Collected data:
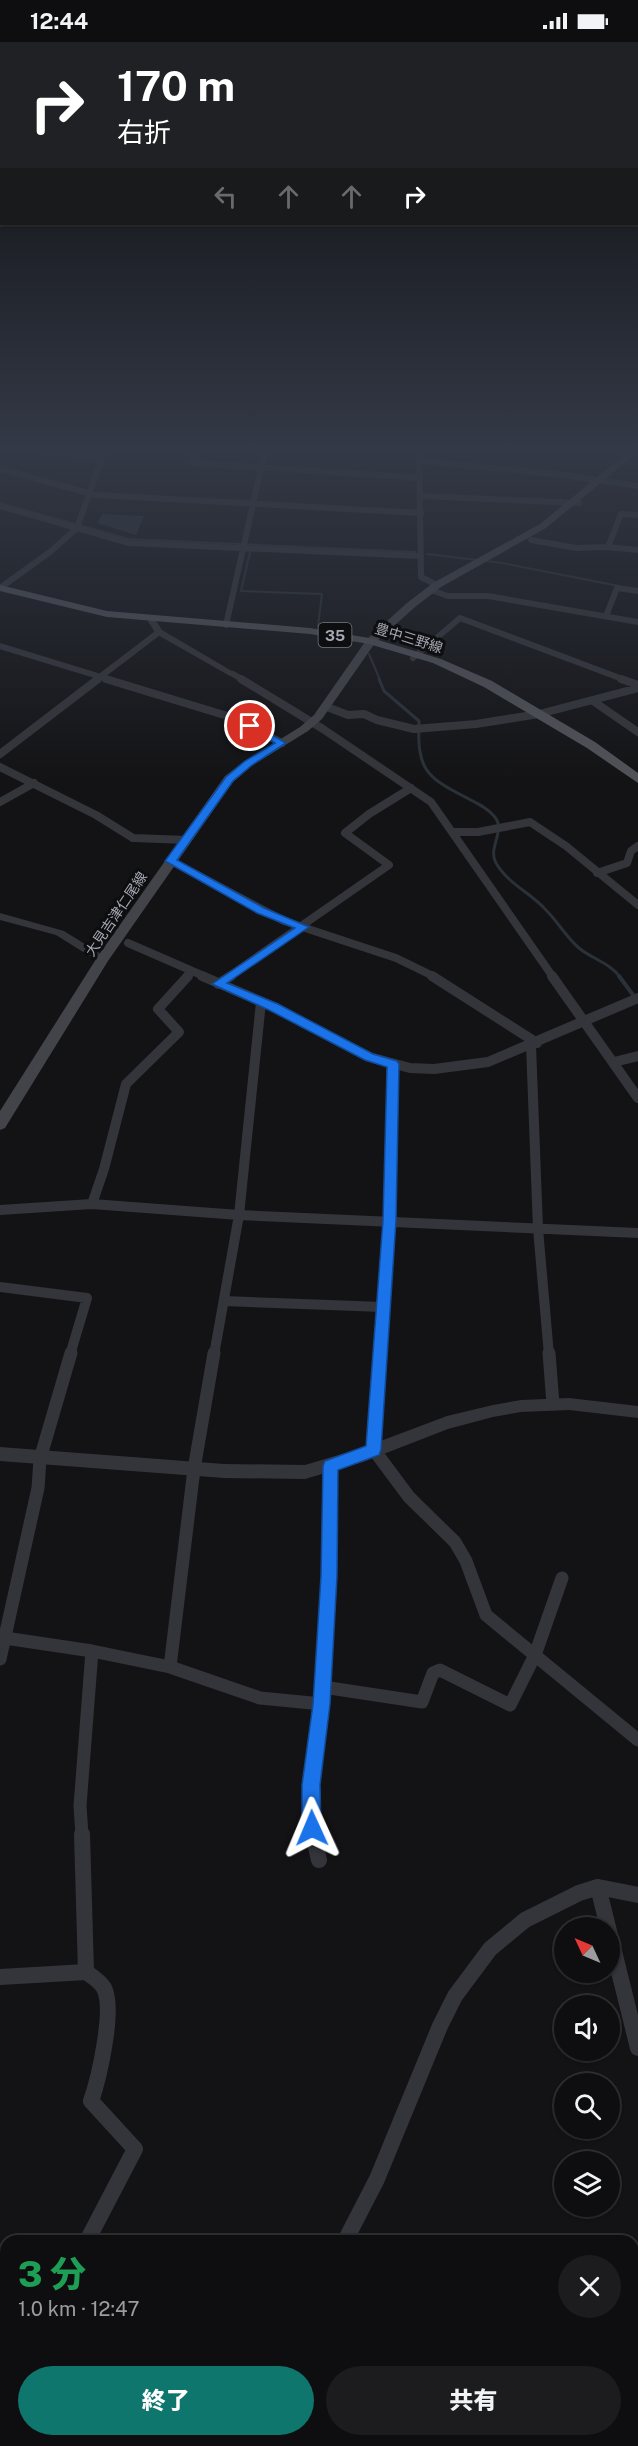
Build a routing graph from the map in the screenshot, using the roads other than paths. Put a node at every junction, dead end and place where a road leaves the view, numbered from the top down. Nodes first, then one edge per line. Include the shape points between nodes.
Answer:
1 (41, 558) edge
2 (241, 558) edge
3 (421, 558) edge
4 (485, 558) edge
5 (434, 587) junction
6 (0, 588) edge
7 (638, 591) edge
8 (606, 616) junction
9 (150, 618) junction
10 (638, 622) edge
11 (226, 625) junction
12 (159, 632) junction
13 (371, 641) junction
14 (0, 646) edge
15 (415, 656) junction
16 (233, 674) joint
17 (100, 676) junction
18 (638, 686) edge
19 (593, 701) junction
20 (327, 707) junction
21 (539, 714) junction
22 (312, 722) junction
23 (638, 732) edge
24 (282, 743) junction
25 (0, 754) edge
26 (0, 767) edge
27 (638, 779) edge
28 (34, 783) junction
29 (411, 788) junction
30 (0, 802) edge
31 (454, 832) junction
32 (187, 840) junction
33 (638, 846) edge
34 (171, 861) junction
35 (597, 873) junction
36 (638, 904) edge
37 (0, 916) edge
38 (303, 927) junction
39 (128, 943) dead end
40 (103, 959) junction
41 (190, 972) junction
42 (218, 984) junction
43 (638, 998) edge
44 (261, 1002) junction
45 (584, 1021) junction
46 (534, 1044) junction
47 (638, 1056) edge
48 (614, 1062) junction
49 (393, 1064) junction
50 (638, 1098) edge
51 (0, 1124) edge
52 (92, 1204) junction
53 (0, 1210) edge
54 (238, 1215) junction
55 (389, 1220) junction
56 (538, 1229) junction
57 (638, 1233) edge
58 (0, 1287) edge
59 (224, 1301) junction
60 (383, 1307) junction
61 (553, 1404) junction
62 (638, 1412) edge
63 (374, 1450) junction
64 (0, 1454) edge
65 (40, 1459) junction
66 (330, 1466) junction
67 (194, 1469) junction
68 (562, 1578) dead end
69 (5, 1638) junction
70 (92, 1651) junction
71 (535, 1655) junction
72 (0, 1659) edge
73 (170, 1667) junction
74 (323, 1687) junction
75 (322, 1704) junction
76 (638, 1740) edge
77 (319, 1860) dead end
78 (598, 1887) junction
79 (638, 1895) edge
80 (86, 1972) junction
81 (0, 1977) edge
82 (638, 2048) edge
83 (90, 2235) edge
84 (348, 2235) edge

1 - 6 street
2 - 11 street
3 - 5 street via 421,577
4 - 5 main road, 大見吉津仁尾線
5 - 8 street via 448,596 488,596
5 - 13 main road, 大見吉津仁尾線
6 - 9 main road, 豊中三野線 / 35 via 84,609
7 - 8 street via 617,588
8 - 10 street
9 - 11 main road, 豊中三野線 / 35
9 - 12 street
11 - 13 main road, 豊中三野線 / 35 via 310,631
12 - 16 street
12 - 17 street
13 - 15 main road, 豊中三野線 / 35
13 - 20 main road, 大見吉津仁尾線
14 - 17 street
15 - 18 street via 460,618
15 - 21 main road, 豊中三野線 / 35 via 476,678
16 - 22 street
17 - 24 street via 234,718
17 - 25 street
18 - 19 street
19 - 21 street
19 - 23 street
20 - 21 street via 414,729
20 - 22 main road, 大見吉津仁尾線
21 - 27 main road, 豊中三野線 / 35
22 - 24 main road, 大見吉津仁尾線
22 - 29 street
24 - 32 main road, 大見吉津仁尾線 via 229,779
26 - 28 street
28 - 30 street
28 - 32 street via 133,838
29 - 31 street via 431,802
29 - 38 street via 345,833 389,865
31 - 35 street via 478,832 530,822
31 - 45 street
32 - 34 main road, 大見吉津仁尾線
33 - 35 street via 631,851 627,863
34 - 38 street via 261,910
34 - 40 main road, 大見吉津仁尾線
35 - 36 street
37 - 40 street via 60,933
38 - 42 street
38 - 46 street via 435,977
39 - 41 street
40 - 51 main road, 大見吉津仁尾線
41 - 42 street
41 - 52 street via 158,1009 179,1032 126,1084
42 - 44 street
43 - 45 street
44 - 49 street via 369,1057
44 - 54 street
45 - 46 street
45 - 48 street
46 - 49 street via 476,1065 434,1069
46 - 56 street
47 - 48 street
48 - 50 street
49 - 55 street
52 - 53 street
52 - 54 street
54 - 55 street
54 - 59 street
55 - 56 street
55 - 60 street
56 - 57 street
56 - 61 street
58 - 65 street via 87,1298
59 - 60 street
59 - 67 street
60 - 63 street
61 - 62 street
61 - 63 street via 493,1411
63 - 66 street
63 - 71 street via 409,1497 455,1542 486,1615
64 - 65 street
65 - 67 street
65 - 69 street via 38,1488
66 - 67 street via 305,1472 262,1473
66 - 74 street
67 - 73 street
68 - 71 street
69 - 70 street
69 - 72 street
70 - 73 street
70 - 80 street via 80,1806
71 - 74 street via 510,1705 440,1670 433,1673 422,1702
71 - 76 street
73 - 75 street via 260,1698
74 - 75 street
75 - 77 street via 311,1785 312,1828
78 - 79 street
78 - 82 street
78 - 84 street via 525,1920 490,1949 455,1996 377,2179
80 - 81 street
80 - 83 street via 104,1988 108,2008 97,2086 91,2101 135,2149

# [Exercise details]
Scan the entries for the word "豊中三野線". Report each line that has it.

# [Your solution]
6 - 9 main road, 豊中三野線 / 35 via 84,609
9 - 11 main road, 豊中三野線 / 35
11 - 13 main road, 豊中三野線 / 35 via 310,631
13 - 15 main road, 豊中三野線 / 35
15 - 21 main road, 豊中三野線 / 35 via 476,678
21 - 27 main road, 豊中三野線 / 35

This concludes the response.